*** AVAILABLE RECORDS Section Begins ***

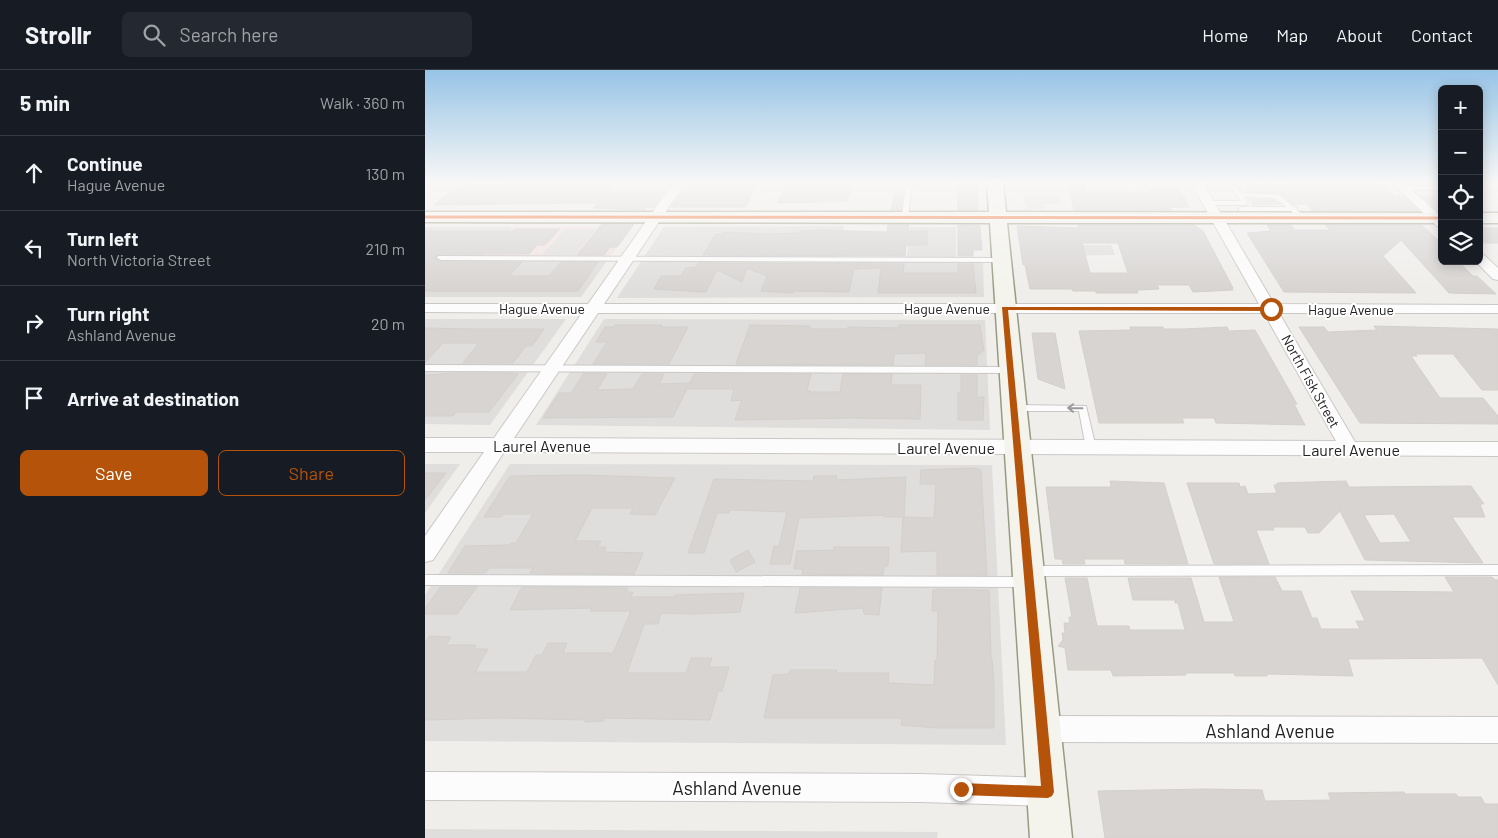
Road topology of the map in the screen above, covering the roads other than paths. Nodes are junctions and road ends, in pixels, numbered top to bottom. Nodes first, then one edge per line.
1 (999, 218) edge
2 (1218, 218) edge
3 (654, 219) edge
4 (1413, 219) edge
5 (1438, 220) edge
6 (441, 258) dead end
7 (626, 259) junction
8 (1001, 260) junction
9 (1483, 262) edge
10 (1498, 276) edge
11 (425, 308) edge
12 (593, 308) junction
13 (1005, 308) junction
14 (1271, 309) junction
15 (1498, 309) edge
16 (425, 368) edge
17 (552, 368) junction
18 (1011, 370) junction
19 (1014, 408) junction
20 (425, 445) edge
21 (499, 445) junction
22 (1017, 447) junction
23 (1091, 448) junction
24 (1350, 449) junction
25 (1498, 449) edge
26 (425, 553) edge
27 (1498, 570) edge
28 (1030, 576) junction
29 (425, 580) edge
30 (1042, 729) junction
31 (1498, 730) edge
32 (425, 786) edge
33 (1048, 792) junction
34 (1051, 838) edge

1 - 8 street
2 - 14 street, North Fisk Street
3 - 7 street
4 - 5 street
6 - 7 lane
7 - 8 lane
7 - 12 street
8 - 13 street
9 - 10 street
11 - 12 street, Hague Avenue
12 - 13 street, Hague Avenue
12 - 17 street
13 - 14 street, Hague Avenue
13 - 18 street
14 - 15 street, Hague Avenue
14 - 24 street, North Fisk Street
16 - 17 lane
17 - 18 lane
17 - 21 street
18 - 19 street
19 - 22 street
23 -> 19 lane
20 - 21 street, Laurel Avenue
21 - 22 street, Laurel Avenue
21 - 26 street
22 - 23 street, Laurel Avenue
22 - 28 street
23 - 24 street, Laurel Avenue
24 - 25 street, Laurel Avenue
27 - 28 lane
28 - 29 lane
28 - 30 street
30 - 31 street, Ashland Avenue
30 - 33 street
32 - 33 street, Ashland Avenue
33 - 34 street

*** AVAILABLE RECORDS Section Ends ***

Lines holding the string "Laurel" in the records: how many are there? Give only the number.

5